The group is now distributing explanatory material in public places such as the the Kotel, synagogues and schools. But the group is simply providing information, both Zohar and Shein stress, not forcing people to change their beliefs.
“What is necessary is to bring their attention to what happens in this area because they do not have a iota of an idea about what goes on in this merciless industry,” Shein said.
“I’m not asking people to be vegetarians,” added Zohar, who is a vegetarian himself, and referred to certain methods of meat production as an example of cruelty to animals.
“I am only trying to show them the facts of how meat is manufactured. Maybe they will choose to eat less meat, or to buy organic meat.
“I don’t have the right to tell someone to be vegetarian. It is our right according to the Bible to eat meat.”
As far as the issue of the streimel goes, both Zohar and Shein said that the organization does not plan to involve itself in this topic whatsoever.
“I must stress that as an organization we are in no way dealing with the topic of the streimel,” Shein said. “We are in no way engaged at all with politics, laws or legal proceedings, directly or indirectly.

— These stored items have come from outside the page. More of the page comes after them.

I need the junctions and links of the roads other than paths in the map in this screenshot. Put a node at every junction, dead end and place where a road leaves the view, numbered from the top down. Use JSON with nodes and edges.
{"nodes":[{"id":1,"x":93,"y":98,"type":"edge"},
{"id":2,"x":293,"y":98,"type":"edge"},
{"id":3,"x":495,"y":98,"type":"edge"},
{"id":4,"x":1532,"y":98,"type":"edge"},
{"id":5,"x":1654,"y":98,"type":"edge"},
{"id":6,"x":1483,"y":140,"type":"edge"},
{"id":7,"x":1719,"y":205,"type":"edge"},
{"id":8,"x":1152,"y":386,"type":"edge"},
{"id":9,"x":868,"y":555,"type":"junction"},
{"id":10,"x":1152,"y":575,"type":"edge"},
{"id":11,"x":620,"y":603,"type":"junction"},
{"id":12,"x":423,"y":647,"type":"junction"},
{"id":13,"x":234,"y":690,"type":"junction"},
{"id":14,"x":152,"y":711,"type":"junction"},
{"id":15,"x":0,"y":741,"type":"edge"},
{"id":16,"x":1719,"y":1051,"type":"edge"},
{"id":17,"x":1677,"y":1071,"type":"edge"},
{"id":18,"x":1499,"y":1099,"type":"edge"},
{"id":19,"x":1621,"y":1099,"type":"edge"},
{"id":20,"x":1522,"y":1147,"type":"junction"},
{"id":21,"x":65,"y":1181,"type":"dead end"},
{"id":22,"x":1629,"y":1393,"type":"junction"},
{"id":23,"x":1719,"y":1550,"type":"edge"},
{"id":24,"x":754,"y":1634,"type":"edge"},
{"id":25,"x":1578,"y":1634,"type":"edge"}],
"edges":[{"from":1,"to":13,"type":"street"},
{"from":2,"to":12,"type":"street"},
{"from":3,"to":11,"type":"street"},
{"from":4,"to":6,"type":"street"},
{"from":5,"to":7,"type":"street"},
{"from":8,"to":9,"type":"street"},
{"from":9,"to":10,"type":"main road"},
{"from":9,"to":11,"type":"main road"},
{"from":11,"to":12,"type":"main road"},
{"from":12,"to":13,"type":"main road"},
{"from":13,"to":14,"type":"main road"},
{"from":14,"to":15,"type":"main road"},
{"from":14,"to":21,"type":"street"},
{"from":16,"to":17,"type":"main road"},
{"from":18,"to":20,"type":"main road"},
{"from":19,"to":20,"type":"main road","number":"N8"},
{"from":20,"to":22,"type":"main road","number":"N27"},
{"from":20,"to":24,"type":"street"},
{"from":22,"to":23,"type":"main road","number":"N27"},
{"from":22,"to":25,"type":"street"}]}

We involve ourselves in providing information only.
“The reason we are not involved in the issue of streimels is because as noted, no one will kill an animal only for its tail. The streimel industry is only a tiny branch of the giant fur industry.
“We definitely support the move to synthetic substitutes in everything that is connected to fur,” he continued. “We do not believe in coercion, only in providing information that is translated into practical changes.”
While Compassion’s efforts at first are going to be directed mostly to the haredi community, Shein said that the group does plan to reach out to the general public as well.
“We are turning to the public – haredi and secular,” he said. “In a natural fashion, we are turning more to the haredi public because the majority of them aren’t followers of the mainstream media and therefore it is necessary to bring this to their awareness in a special language suited to them. Indeed, the values of preventing harm to animals and safeguarding the environment are definitely also Jewish values.”
Zohar added that he hopes Compassion will be one more tool to bring secular and haredi communities together over a mutual interest.
“We think there is a lot of work to be done with the haredim,” he said. “This is our advantage – we have the same mentality as them and they don’t consider us outsiders, so we can do work with them that non-religious organizations cannot do. “But we don’t want to stop there. We want to do work with the non-religious people too.”
One of Israel’s largest animal rights advocacy organizations, Anonymous for Animal Rights, expressed enthusiasm over the establishment of Compassion and the increasing willingness of the country’s haredi population to support animals.
“We’re very encouraged by the growing awareness to animal rights among the religious public in Israel,” said Hila Keren, a spokeswoman for the group Anonymous for Animal Rights. “The Orthodox Knesset members have played a key role in the effort to ban forcefeeding of geese and ducks, explaining that the prohibition to inflict pain on animals comes directly from the Torah.
“Recently, we’ve received the support of important rabbis from all streams in our campaign to ban battery cages for laying hens, among them Israel’s Chief Rabbi Yona Metzger, Rabbi Benjamin Lau, Rabbi Yuval Cherlow, Rabbi Shlomo Aviner and Rabbi David Rosen.”